Return all of the entries, keeping every word and mark as it is.

DATA FOR ANALYSIS section start

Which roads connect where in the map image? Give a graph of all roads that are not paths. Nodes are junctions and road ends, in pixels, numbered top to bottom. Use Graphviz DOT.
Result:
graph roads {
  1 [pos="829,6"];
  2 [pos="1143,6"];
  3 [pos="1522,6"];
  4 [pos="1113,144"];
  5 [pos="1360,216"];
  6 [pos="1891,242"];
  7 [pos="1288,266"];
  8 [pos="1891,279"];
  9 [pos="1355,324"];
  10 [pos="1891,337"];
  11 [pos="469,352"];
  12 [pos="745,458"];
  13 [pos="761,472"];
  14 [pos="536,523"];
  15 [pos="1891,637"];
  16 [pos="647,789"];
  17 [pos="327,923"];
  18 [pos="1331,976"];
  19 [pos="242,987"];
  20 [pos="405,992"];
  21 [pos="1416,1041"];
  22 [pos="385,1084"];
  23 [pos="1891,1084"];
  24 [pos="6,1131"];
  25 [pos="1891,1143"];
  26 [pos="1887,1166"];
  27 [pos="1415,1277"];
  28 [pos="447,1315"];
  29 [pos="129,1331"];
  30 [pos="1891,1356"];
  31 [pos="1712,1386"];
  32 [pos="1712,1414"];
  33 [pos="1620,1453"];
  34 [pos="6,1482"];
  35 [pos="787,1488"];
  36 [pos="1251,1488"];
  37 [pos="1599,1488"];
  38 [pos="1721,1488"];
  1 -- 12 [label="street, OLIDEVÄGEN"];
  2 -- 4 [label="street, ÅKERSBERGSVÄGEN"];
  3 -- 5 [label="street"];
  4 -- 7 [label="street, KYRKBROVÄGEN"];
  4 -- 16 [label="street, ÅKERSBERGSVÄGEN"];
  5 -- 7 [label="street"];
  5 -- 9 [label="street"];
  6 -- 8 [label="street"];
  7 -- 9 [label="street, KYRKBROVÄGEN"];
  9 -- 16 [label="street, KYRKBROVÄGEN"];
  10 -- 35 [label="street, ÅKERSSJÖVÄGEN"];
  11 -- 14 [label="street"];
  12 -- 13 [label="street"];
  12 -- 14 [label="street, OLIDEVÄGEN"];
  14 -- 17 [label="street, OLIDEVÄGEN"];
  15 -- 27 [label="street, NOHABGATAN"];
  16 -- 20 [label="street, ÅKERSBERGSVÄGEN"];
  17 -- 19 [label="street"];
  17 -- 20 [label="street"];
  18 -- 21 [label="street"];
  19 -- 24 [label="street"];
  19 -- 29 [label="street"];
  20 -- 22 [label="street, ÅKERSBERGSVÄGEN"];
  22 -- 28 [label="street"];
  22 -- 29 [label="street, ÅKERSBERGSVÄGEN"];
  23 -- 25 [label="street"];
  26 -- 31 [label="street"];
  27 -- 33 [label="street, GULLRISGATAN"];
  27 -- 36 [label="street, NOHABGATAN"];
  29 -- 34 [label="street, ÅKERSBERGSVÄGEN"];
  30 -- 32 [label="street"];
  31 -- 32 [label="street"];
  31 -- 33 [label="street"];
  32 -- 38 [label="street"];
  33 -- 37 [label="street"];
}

DATA FOR ANALYSIS section end

» **TASK RESPONSE**:
Which roads connect where in the map image? Give a graph of all roads that are not paths. Nodes are junctions and road ends, in pixels, numbered top to bottom. Use Graphviz DOT.
Result:
graph roads {
  1 [pos="829,6"];
  2 [pos="1143,6"];
  3 [pos="1522,6"];
  4 [pos="1113,144"];
  5 [pos="1360,216"];
  6 [pos="1891,242"];
  7 [pos="1288,266"];
  8 [pos="1891,279"];
  9 [pos="1355,324"];
  10 [pos="1891,337"];
  11 [pos="469,352"];
  12 [pos="745,458"];
  13 [pos="761,472"];
  14 [pos="536,523"];
  15 [pos="1891,637"];
  16 [pos="647,789"];
  17 [pos="327,923"];
  18 [pos="1331,976"];
  19 [pos="242,987"];
  20 [pos="405,992"];
  21 [pos="1416,1041"];
  22 [pos="385,1084"];
  23 [pos="1891,1084"];
  24 [pos="6,1131"];
  25 [pos="1891,1143"];
  26 [pos="1887,1166"];
  27 [pos="1415,1277"];
  28 [pos="447,1315"];
  29 [pos="129,1331"];
  30 [pos="1891,1356"];
  31 [pos="1712,1386"];
  32 [pos="1712,1414"];
  33 [pos="1620,1453"];
  34 [pos="6,1482"];
  35 [pos="787,1488"];
  36 [pos="1251,1488"];
  37 [pos="1599,1488"];
  38 [pos="1721,1488"];
  1 -- 12 [label="street, OLIDEVÄGEN"];
  2 -- 4 [label="street, ÅKERSBERGSVÄGEN"];
  3 -- 5 [label="street"];
  4 -- 7 [label="street, KYRKBROVÄGEN"];
  4 -- 16 [label="street, ÅKERSBERGSVÄGEN"];
  5 -- 7 [label="street"];
  5 -- 9 [label="street"];
  6 -- 8 [label="street"];
  7 -- 9 [label="street, KYRKBROVÄGEN"];
  9 -- 16 [label="street, KYRKBROVÄGEN"];
  10 -- 35 [label="street, ÅKERSSJÖVÄGEN"];
  11 -- 14 [label="street"];
  12 -- 13 [label="street"];
  12 -- 14 [label="street, OLIDEVÄGEN"];
  14 -- 17 [label="street, OLIDEVÄGEN"];
  15 -- 27 [label="street, NOHABGATAN"];
  16 -- 20 [label="street, ÅKERSBERGSVÄGEN"];
  17 -- 19 [label="street"];
  17 -- 20 [label="street"];
  18 -- 21 [label="street"];
  19 -- 24 [label="street"];
  19 -- 29 [label="street"];
  20 -- 22 [label="street, ÅKERSBERGSVÄGEN"];
  22 -- 28 [label="street"];
  22 -- 29 [label="street, ÅKERSBERGSVÄGEN"];
  23 -- 25 [label="street"];
  26 -- 31 [label="street"];
  27 -- 33 [label="street, GULLRISGATAN"];
  27 -- 36 [label="street, NOHABGATAN"];
  29 -- 34 [label="street, ÅKERSBERGSVÄGEN"];
  30 -- 32 [label="street"];
  31 -- 32 [label="street"];
  31 -- 33 [label="street"];
  32 -- 38 [label="street"];
  33 -- 37 [label="street"];
}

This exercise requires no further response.